THERE are around 200,000 flamingos in the world, with the six different species found in wetlands in Asia, Africa, southern Europe, and the Americas.

But have you ever wondered just how these vibrant, long-legged birds get their distinctive pink colouring?

Why are flamingos pink?

Flamingos are best known for the flamboyant spectrum of pink, red and orange colours on their legs, faces and beaks.

And it turns out that flamingos get their unusual colouring because they are what they eat – namely, shrimp, shell-fish, and algae.

A large part of a flamingo's diet is made up of red and blue-green algae – as well as the fishy part of their diet – all of which contains beta carotene, which has a red-orange pigment called carotenoid.

Their digestive system breaks down the carotene, then the red-orange pigment is broken down in their liver and absorbed into fats.

Next the fats are deposited in cells of their skin, feathers and beaks, giving them their spectacular colours.

Zoos replicate the wild diet for flamingos in captivity, sometimes adding in pigment pellets, to keep the birds brightly coloured.

Other birds, such as spoonbills and pink ibis, also rely on carotenoids for colouring, and salmon become pink-coloured this way too.

Carotenoid is also found in carrots, sweet potatoes and spinach.

Why are some flamingos not pink?

Flamingos turn pink because they eat algae shrimps and crustaceans rich in carotenoid, which they filter out of the water through their hooked beaks.

This means flamingos aren’t born colourful – instead, hatchlings are born with dull, grey-coloured feathers.

Parent flamingos feed their chicks a nutritious pink substance they make in their throat, called crop milk.

Flamingos who are parents can become very pale pink, even white, by the end of the breeding season, because they have used up their reserves making crop milk for their young.

Flamingos are rare among birds for making crop milk.

And not all flamingos are pink – it can vary depending on where they live.

For instance, in the Caribbean, flamingos are typically a more flame-like red or orange colour, while those from drier areas are usually much paler.

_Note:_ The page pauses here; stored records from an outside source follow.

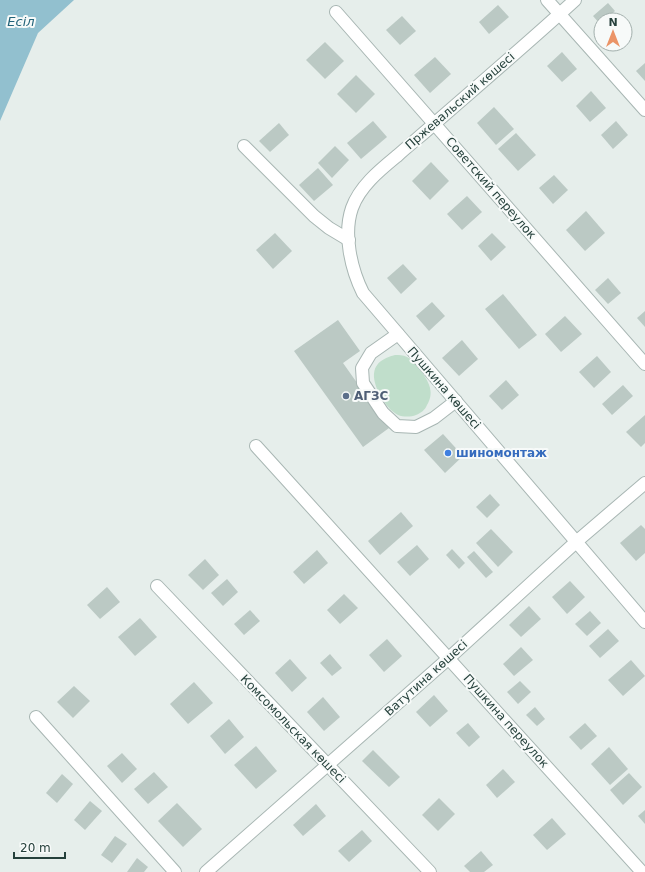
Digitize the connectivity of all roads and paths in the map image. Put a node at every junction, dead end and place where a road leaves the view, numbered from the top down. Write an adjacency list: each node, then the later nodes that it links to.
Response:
1 (547, 0): 4 (street)
2 (575, 0): 4 (street, Пржевальский көшесі)
3 (336, 12): 6 (street, Советский переулок)
4 (560, 14): 5 (street); 6 (street, Пржевальский көшесі)
5 (645, 110)
6 (434, 124): 8 (street, Пржевальский көшесі); 11 (street, Советский переулок)
7 (244, 146): 9 (street)
8 (352, 208): 9 (street, Пушкина көшесі)
9 (349, 240): 10 (street, Пушкина көшесі)
10 (398, 334): 12 (street, Пушкина көшесі); 12 (street)
11 (645, 364)
12 (456, 402): 15 (street, Пушкина көшесі)
13 (256, 446): 18 (street, Пушкина переулок)
14 (645, 483): 15 (street, Ватутина көшесі)
15 (576, 542): 17 (street, Пушкина көшесі); 18 (street, Ватутина көшесі)
16 (157, 586): 20 (street, Комсомольская көшесі)
17 (645, 622)
18 (449, 658): 20 (street, Ватутина көшесі); 24 (street, Пушкина переулок)
19 (36, 716): 21 (street)
20 (328, 765): 22 (street, Ватутина көшесі); 23 (street, Комсомольская көшесі)
21 (176, 872)
22 (206, 872)
23 (430, 872)
24 (642, 872)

A rare black flamingo, which gets its colour from a high production of melanin, has been spotted in Cyprus.

But elsewhere, reports of a blue flamingo in South America are thought to be false.

Why do flamingos change colour?

Gray flamingo chicks gradually become pink, first from the crop milk they are fed by their parents, and later from the high-carotenoid flamingo diet of algae and shell fish.

The more carotenoid-rich the flamingos diet. the more orange-red their colour becomes.

This means a flamingo's colour might change if its diet varies over its natural lifespan of 30-odd years.

Flamingos who lack carotenoid in their diet will gradually lose their colour through malting and normal cell death, and these will be replaced with paler feathers, skin and beak cells.

Flamingos can sometimes become pale in the sun, because carotenoids can be bleached out.

One species of flamingo, Phoenicopterus roseus, secretes a pink pigment from their glands when preening so even bleached feathers stay shiny pink.